3 dicembre 20198 minuti (tempo di lettura)

The bare metal cloud is an abstraction layer for the pools of dedicated servers with different capabilities (processing, networking or storage) that can be provisioned and consumed with cloud-like ease and speed. It embraces the orchestration and automation of the cloud and applies them to bare metal workload use cases.

The benefit to end users is that they get access to the direct hardware processing power of individual servers and are able to provision workloads without the overhead of the virtualization layer—providing the ability to provision environments in an Infrastructure-as-code methodology with separation of tenants and projects.

This model of consuming bare metal resources is most effective in industries where overhead in virtualization translates into productivity loss, or where the virtualization is just not possible.

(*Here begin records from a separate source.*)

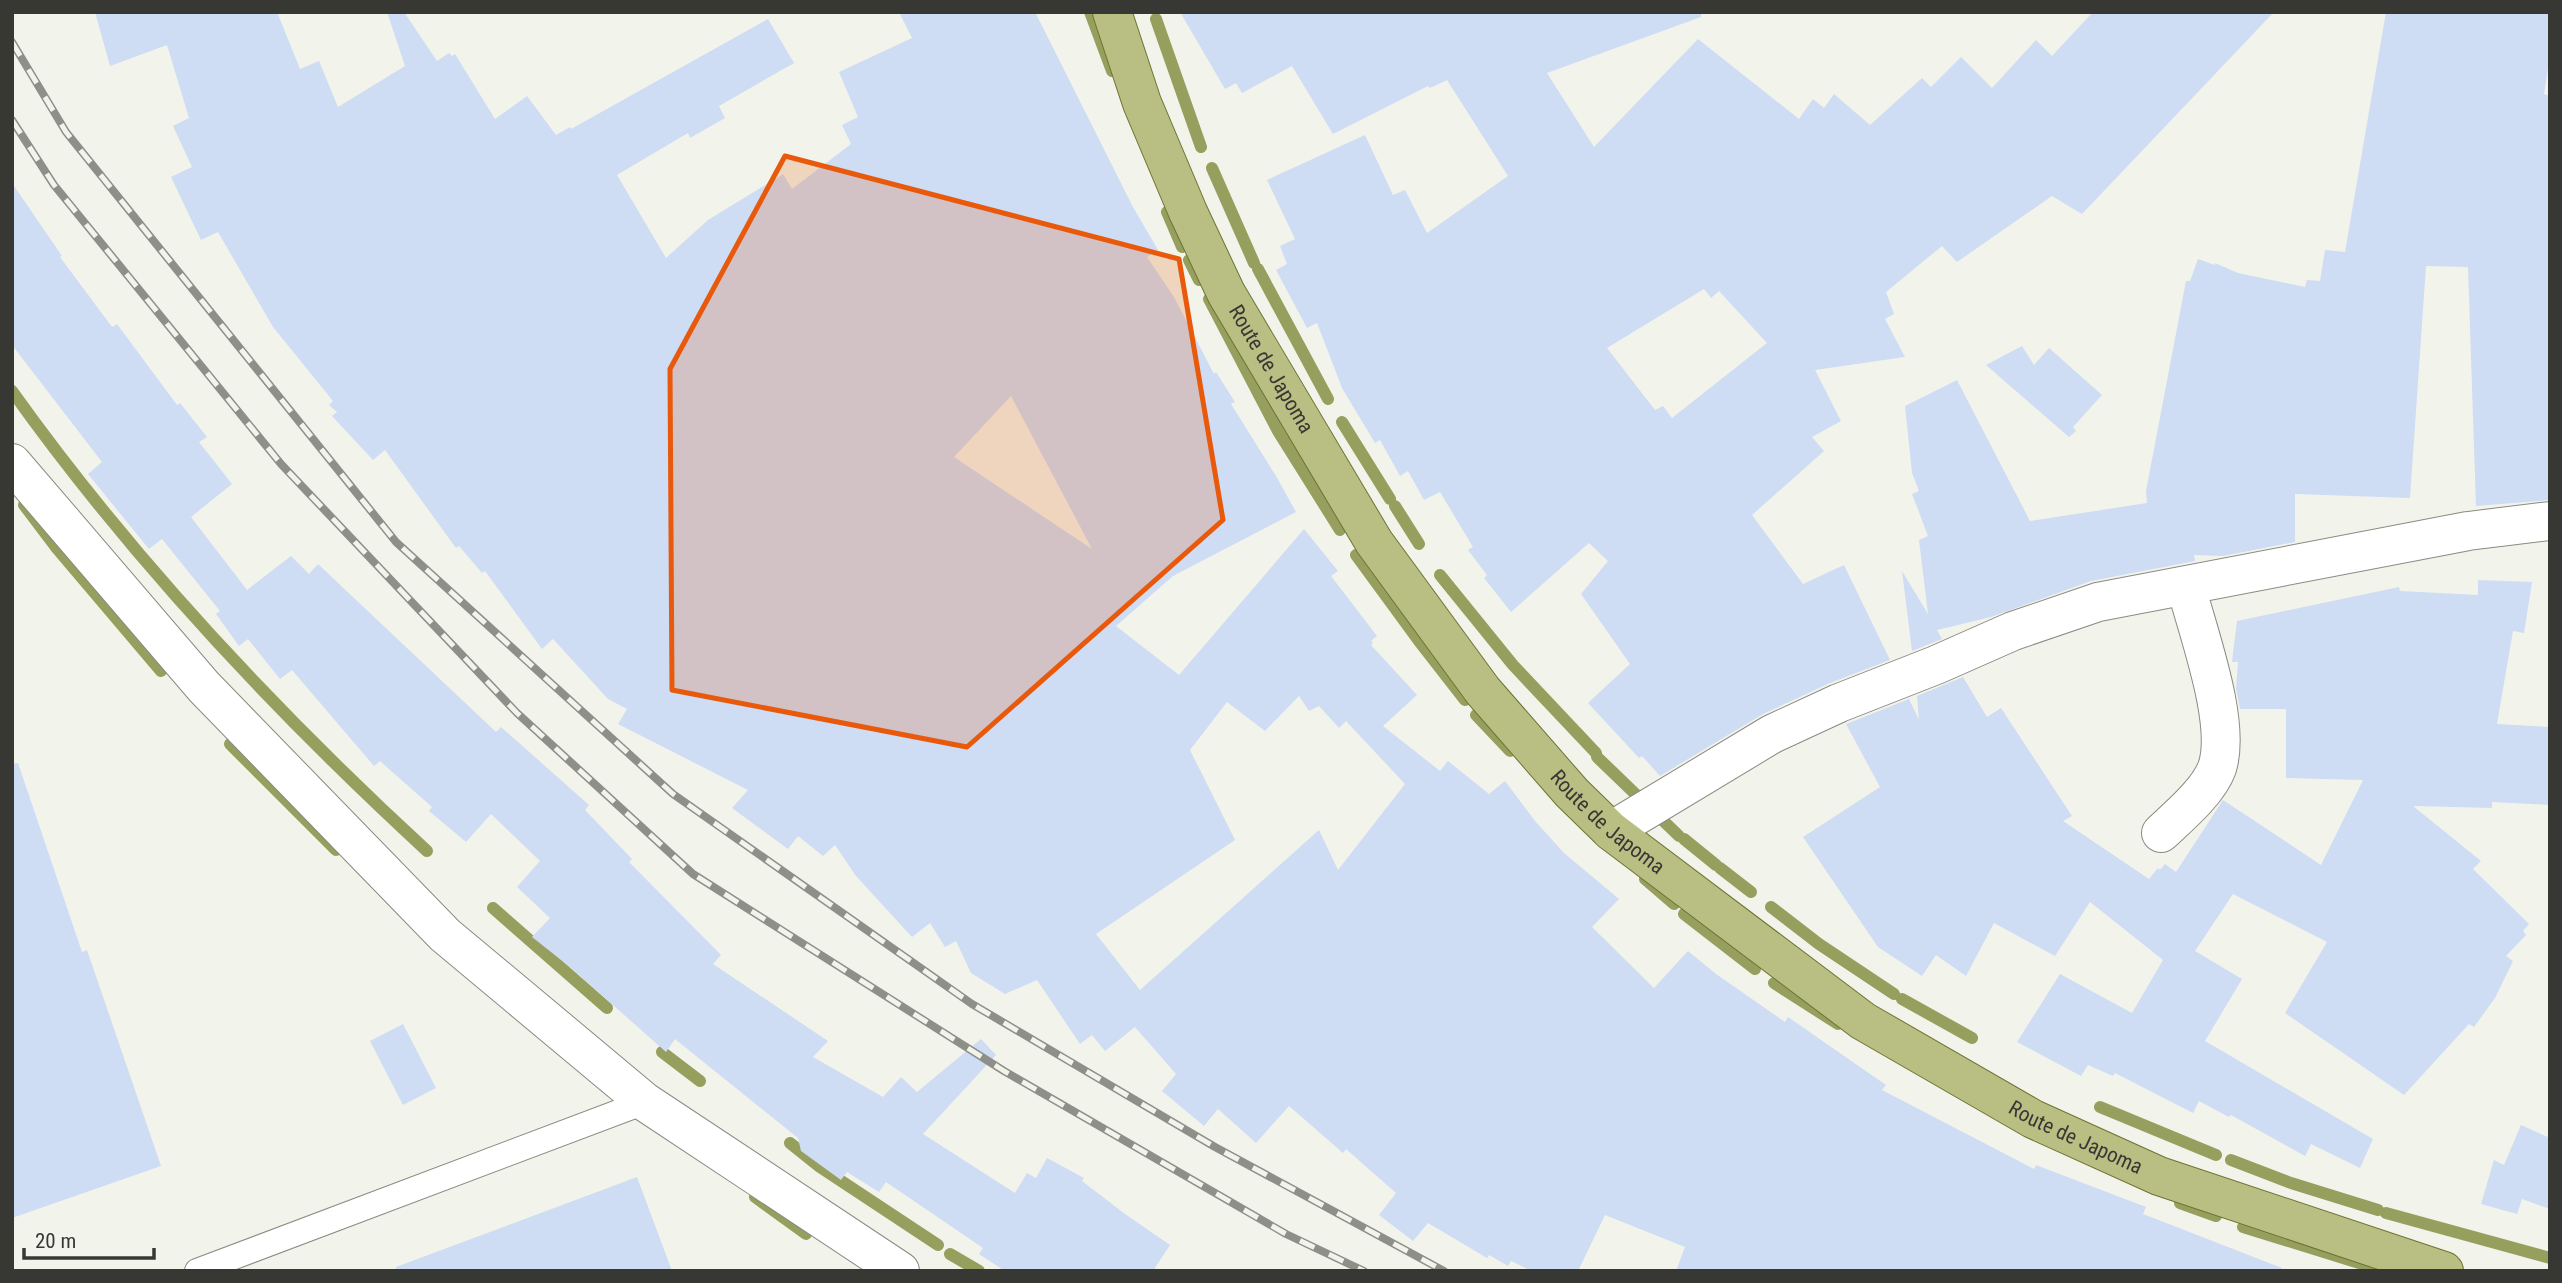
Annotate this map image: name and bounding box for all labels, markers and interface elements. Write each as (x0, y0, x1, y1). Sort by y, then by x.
street label: Route de Japoma (1224, 301, 1318, 437)
street label: Route de Japoma (1545, 765, 1669, 879)
street label: Route de Japoma (2005, 1096, 2146, 1179)
scale bar (24, 1216, 154, 1260)
text: 20 m (35, 1229, 76, 1253)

Industry examples could include silicon manufacturers, OEMs, telcos, render farms, research, financial services and many more.

Bare Metal Cloud - Top Use Cases:

In this section we'll look at some of the top use cases we see for bare metal cloud.

Data Center-as-a-Service (DCaaS)

This use case describes a highly scalable environment that allows for an abstracted way to deploy any workload. The common workloads could be hypervisors (such as Red Hat Virtualization), resource intensive databases, containerization platforms (Kubernetes, OpenShift, etc.), networking technologies or anything that benefits from raw bare metal performance. Many administrative tasks while racking servers are consistent and repetitive, making them a prime candidate for automation and orchestration.

Hardware Benchmarking Cloud

In order to stay competitive and be able to release products faster, hardware vendors may look for ways to automate validation of the components they are manufacturing. Components can include a processor, logic board, GPU, network adapter or even entire servers.

The process of validating hardware components requires multiple tests and benchmarks against multiple operating systems, test suites, integration points and product settings. This results in the test matrix that grows beyond the capability of manual quality assurance processes. Bare metal clouds with an automation/orchestration layer can help enable these manufacturers to streamline the process by applying CI/CD methodologies to product validations.

High Performance Clouds (renderinging farms, GPU, AI, ML, research)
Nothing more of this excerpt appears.